[Date Prev][Date Next] [Thread Prev][Thread Next] [Date Index] [Thread Index]

Re: unpredictable crashes, lock up, freezes, whatever



"Karsten M. Self" <kmself@ix.netcom.com> writes:

> on Fri, Jun 15, 2001 at 04:51:35PM +0900, Olaf Meeuwissen (olaf@epkowa.co.jp) wrote:
> > Dear all,
> > 
> > I'm running mostly testing with some unstable under linux 2.2.19 (hand
> > rolled, of course) on an IBM ThinkPad i1476 (Type 2611).  Since a few
> > weeks, my machine completely locks up at unpredictable moments.  The
> > screen is no longer updated, I can't switch to a virtual terminal,
> > even the three finger salute doesn't do a thing.  Pinging from another
> > machine results in 100% lost packets but the PCMCIA network card keeps
> > signalling traffic.  Just about the only thing that keeps on going is
> > CD audio.
> 
> CD audio is not mediated by the OS, other than to (sometimes) create the
> link between the CD drive and your speakers.  It's just plain hardware.
> This largely establishes that your system is working at a low (hardware)
> level but not necessarily otherwise.  CD audio functionality doesn't
> indicate any OS-level functionality, and your loss of low-level network
> functionality indicates the system is probably pretty much hosed.

So that's all my sound module is needed for then :-)  Anyway, that is
one of the reasons why I tried pinging the machine during a lock up;
to see if there was any kernel life left.

> > I regularly 'apt-get -t testing upgrade' and the problem hasn't gone
> > away.  I've tried other kernels, including the Debian vanilla ones,
> > but to no avail.  I've run memtest86 and found errors in one of my
> > DIMMs but the problem remains even after lobotomy.  That is, even when
> > I only use the DIMM that is okay (memtest86, 20+ passes, tests 1-7) my
> > machine randomly locks up.
> > 
> > I've checked the logs but apart from occasional blocks of nulls just
> > before a lock up, I haven't seen anything out of the ordinary.  Note,
> > those null blocks only appear before _some_ lock ups, not all.
> 
> Look for power-change events under apmd.

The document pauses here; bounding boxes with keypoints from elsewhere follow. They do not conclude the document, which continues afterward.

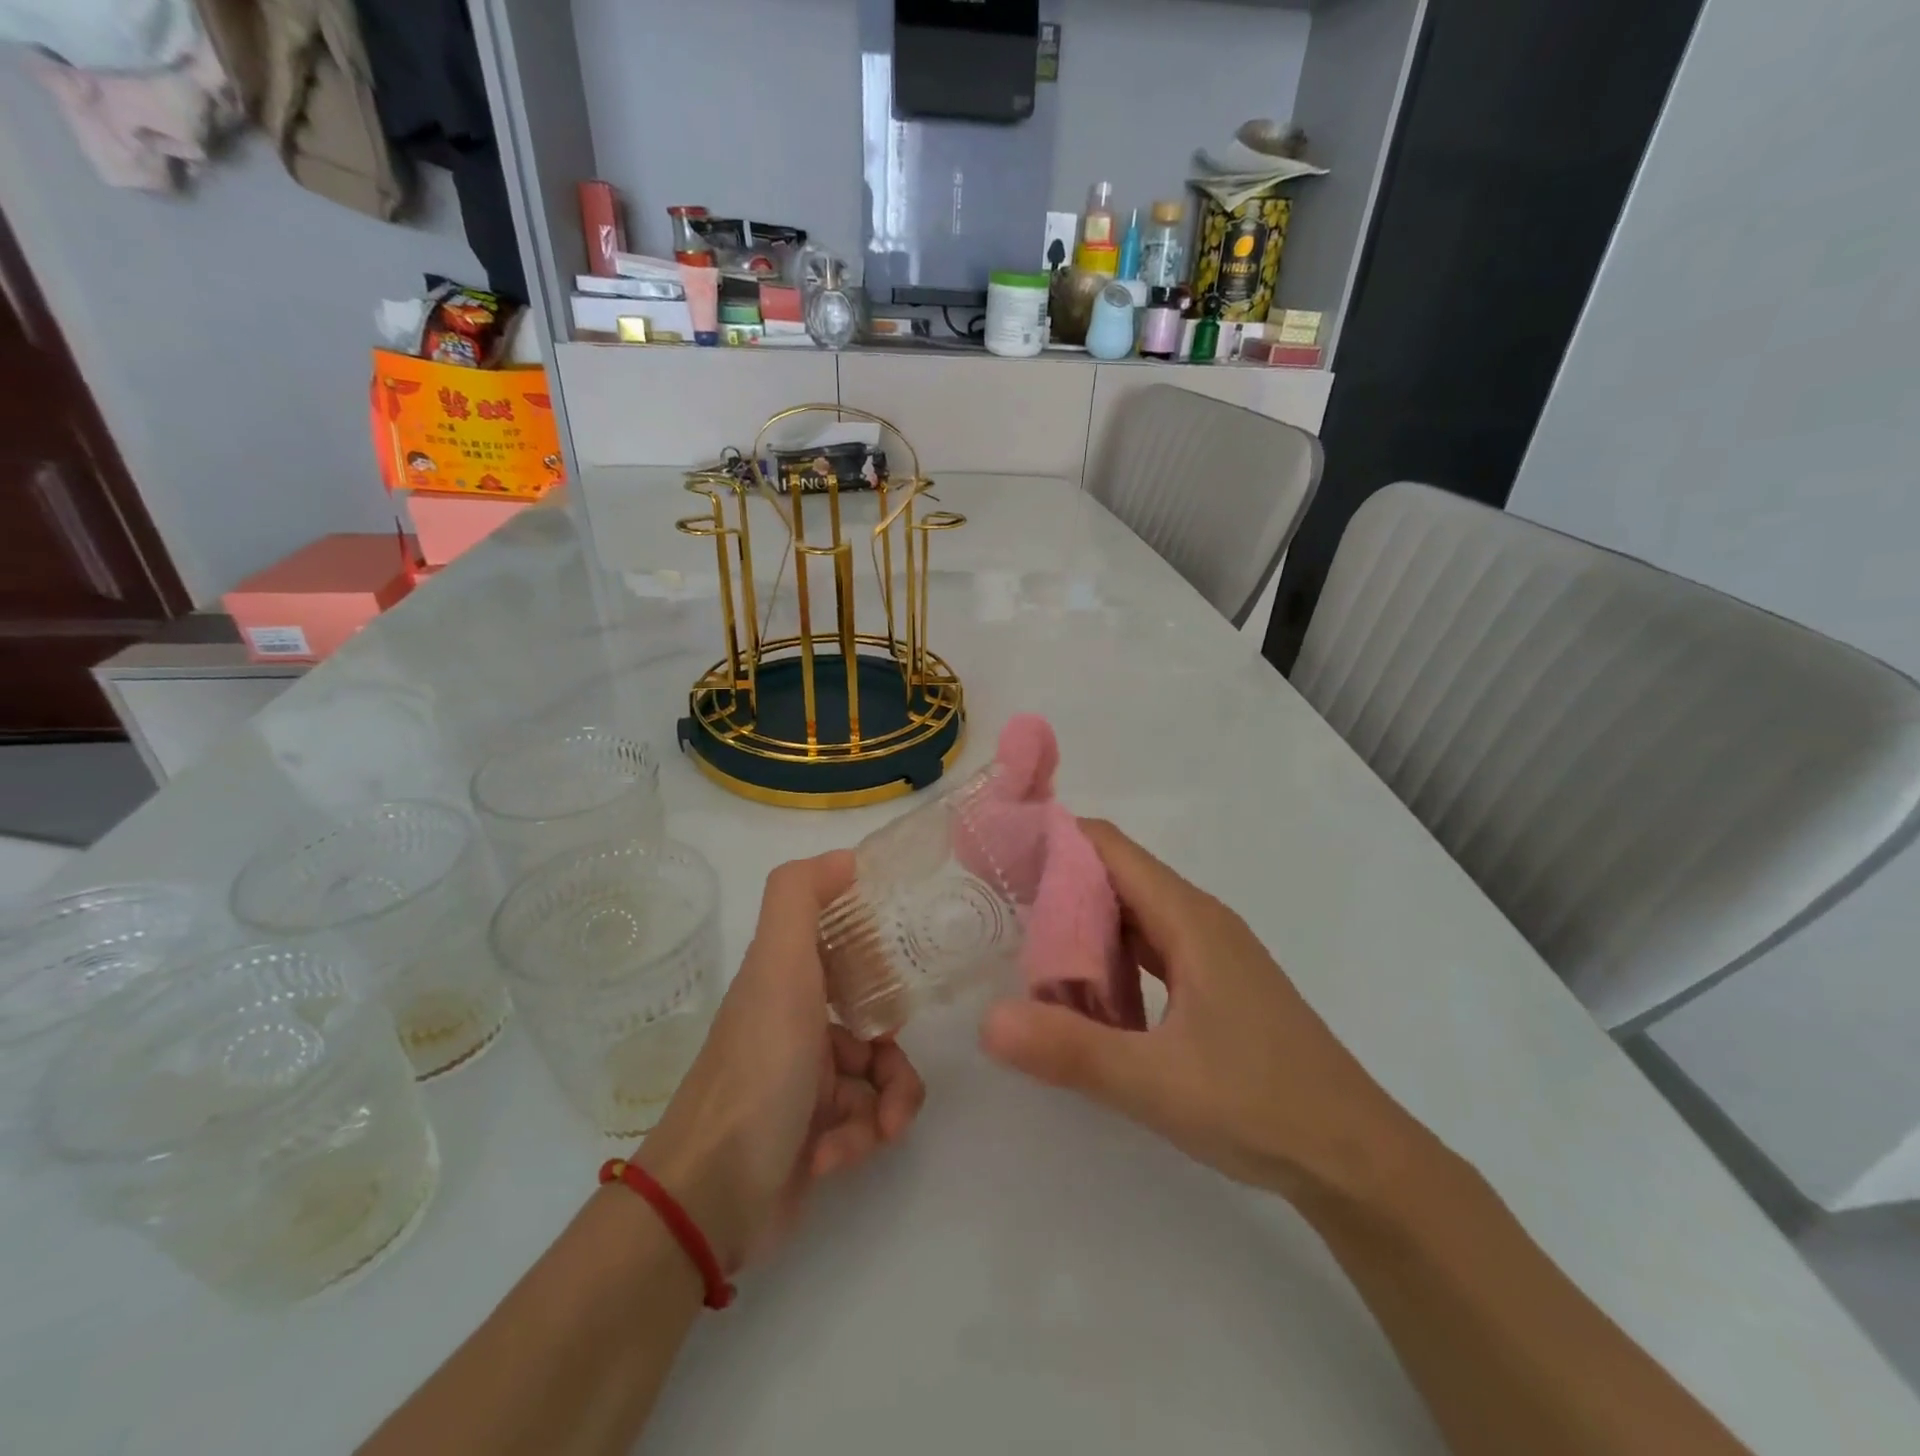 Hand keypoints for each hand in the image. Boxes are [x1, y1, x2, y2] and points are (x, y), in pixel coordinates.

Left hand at [638, 852, 925, 1271]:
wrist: (714, 1196)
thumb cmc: (759, 1069)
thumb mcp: (779, 967)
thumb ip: (800, 898)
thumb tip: (846, 856)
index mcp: (785, 983)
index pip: (844, 954)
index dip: (876, 961)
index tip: (901, 976)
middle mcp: (794, 1027)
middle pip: (873, 1023)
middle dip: (894, 1052)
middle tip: (890, 1067)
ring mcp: (804, 1086)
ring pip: (879, 1077)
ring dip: (890, 1100)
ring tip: (879, 1126)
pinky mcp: (815, 1139)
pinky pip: (865, 1123)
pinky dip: (863, 1137)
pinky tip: (835, 1157)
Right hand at [979, 820, 1414, 1205]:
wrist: (1358, 1161)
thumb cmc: (1262, 1106)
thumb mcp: (1156, 1083)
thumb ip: (1070, 1049)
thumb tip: (988, 1020)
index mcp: (1189, 919)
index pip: (1108, 848)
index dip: (1053, 840)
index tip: (999, 854)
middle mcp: (1199, 922)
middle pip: (1116, 878)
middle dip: (1056, 886)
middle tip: (997, 908)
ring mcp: (1210, 955)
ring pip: (1132, 918)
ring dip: (1082, 929)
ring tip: (1027, 951)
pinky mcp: (1215, 987)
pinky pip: (1149, 953)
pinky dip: (1110, 962)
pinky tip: (1086, 999)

I doubt that has anything to do with it because the machine is on AC
99% of the time.  [Goes checking the logs now ...]   No correlation
between power change events and crash times.

> > Because I haven't experienced any lock up when using the console, I'm
> > wondering if my graphics card (probed as Neomagic NM2200 according to
> > XFree86 log, NeoMagic MagicMedia 256AV according to hardware spec) has
> > gone bad.  Are there any tools a la memtest to test my graphics card?
> 
> Possible, but the card's pretty well supported in recent XF86 v.3 and
> v.4 drivers.
> 
> It's not clear how long you're leaving your system in console mode to
> establish whether or not this is a problem.  Might make a practice of
> doing this on long breaks (lunch, overnight), and seeing what the
> results are.

Sorry, should have mentioned that; somewhere around 5, 6 hours.  Have
only done that once though.  Could try leaving it in console mode
overnight.

> > Before you suggest, I have already tried both Gnome (with several
> > window managers) and KDE.  It doesn't matter.  The machine even locks
> > up when running (x|k)screensaver during lunch :-(
> > 
> > If you have other ideas as to what could be the matter, I'm open to
> > suggestions.
> 
> I had similar problems associated with apmd and Speedstep (aka
> Geyserville) on my TuxTops Amethyst 20U, exacerbated by a flaky onboard
> power port (it breaks circuit when jiggled, resulting in APM mode
> changes).  In system BIOS, I disabled speedstep functionality -- my CPU
> is always running in full-speed mode (600 MHz), resulting in shorter
> battery life, but longer uptime ;-).  I've had no problems since
> changing this setting about two months ago.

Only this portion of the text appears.